Against the preceding background, the question that was addressed in this study
can be stated as follows:
To what extent are teacher educators at a college of education teaching for
critical reflective thinking in the training of students?
This research was an attempt to investigate the extent to which teacher
educators at a college of education are fostering critical reflection in the teaching
of students. It has also attempted to highlight methods and techniques - that
constitute good practice because teachers should serve as role models in their
teaching and take initiative in motivating students to realise that teaching is an
elegant web of alternative activities in which they engage with the content,
sometimes with the teacher, sometimes with each other, and sometimes alone.
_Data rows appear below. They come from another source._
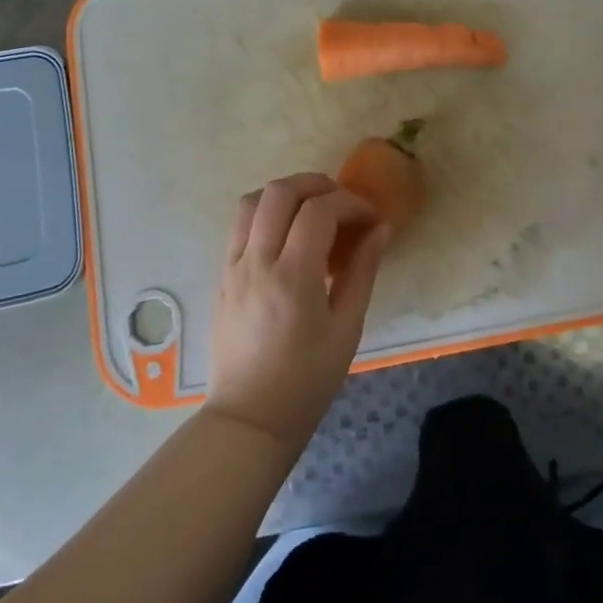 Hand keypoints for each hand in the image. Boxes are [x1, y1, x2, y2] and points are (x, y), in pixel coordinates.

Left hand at [206, 173, 389, 450]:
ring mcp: (233, 267)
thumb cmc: (307, 380)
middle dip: (317, 184)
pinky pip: (240, 226)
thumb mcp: (346, 329)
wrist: (250, 418)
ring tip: (312, 211)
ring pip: (252, 201)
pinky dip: (266, 214)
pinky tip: (287, 236)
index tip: (370, 219)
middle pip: (280, 192)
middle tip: (342, 203)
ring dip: (286, 194)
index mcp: (293, 277)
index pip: (319, 210)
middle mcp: (257, 262)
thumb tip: (380, 230)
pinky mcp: (222, 276)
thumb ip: (362, 272)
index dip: (351, 203)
The empirical investigation has been conducted from a constructivist
(interpretive) approach in the sense that the key concern of understanding the
phenomenon of interest was viewed from the participants' perspectives.
Qualitative methods of data collection, namely of observation and interviews, were used. Data for observation was recorded via field notes, and data analysis
Was done using the constant comparative method.
The main findings of the study can be summarised as follows:
The overall finding of this research was that most teachers still consider drill
work as a means of achieving the goal of seeing the students through an
examination and still use the traditional methods of teaching. Students were still
encouraged to regurgitate and mimic what had been taught to them, without
critically reflecting on the meaning of words and concepts for the purpose of
understanding. The telling method is still employed by the majority of teachers at
this college of education. In this empirical investigation, I further discovered that
only a handful of teachers demonstrate techniques that encourage critical and
reflective thinking in students although traces of teaching for examinations were
still noticeable. During my investigation, I further discovered that although the
majority of teachers know that they should teach students for critical reflection,
they were reluctant to employ methods and techniques that promote critical
reflection because they found them firstly, to be time consuming, and secondly,
they alleged that ,students do not always participate during lessons. Teaching for
critical reflective thinking is not emphasised at this college of education.